I’m not going to punish her for keeping it from me. Not yet. She’s still too sore from last night. Her body’s not ready for what I really want to do, for what I’m planning once she can take it.
So, for now?
I grab a small, ripe strawberry from the tray as her eyes follow my every movement. I bring the fruit to my lips and sink my teeth into the stem. The leaves tickle the edge of my lip as I lower my head and offer the strawberry to her with my mouth. Her eyes widen, moving between the strawberry and me. She licks her full lips, a small smile playing on them.
I hover close, the fruit caught between us.
The invitation to take a bite is clear. I want to push her, but I also want to see her push back. I love seeing the panicked look in her eyes just as much as the hidden desire underneath it.

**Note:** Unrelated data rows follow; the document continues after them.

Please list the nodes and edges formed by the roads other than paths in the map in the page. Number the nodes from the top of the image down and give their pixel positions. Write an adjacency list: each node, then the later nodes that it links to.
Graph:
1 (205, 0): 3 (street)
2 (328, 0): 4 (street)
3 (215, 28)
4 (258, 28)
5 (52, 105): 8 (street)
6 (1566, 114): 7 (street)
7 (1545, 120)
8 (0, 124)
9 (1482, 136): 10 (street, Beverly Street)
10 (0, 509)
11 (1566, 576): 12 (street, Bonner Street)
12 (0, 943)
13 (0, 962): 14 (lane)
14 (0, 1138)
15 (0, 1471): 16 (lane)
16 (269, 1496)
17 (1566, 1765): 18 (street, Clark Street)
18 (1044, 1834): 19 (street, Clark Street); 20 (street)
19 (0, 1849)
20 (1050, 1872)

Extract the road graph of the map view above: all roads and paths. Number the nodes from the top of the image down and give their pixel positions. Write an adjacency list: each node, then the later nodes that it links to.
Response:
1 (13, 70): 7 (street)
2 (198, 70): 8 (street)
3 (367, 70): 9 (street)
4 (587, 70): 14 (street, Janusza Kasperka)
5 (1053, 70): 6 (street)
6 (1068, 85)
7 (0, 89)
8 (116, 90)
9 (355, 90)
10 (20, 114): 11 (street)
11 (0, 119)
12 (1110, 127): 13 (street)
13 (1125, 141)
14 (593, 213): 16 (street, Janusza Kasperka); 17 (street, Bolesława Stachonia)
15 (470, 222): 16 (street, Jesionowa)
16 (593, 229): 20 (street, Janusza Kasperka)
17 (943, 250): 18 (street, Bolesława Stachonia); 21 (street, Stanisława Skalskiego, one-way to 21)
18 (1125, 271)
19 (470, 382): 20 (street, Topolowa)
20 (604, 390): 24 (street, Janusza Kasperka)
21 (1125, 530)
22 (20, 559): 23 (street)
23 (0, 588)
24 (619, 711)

She hesitates for a second before leaning in. And then she bites, her teeth brushing against my lips, our breaths mingling.
And I don’t wait. I spit out the stem, grab the back of her neck, and press my lips to hers. The taste of the berry mixes between us, but it’s sour compared to the sweetness of her mouth. I plant tender kisses on her lips, waiting for her to swallow the strawberry before I deepen it. I don’t want her to choke. Not on a fruit. The vision of her on her knees for me flashes in my mind, and it’s enough to make me groan into her mouth and sink my teeth into her bottom lip.
I feel her knees go soft as her fingers curl into my shirt. Her small tongue snakes out to meet mine, clumsy but eager.
When I pull back, she’s gasping. Her eyes are glossy, her mouth is red, her lips glistening with strawberry and need. She’s the most beautiful thing I’ve ever seen in my life.
I don’t give her a second to recover. Instead, I slide my hand up her thigh and below the hem of her little sundress. Her body tenses, bracing itself for the moment my fingers reach their destination. The soft whimper she lets out when my fingers brush against the soaked fabric of her panties is music to my ears. The sounds she makes at the first stroke of my fingers has my dick begging for more room to grow. I growl, lips still brushing hers, as I rub her slowly, letting her arousal build. I can trace the outline of her lips through her panties.
“Do you like it when I feed you?”
Her moan is a yes. I want every single fucking bite she takes to be from my lips, every breath she draws to come from mine. I want her to need me just as much as I fucking need her. I stroke in lazy little circles, letting her feel what we both know I’m about to do.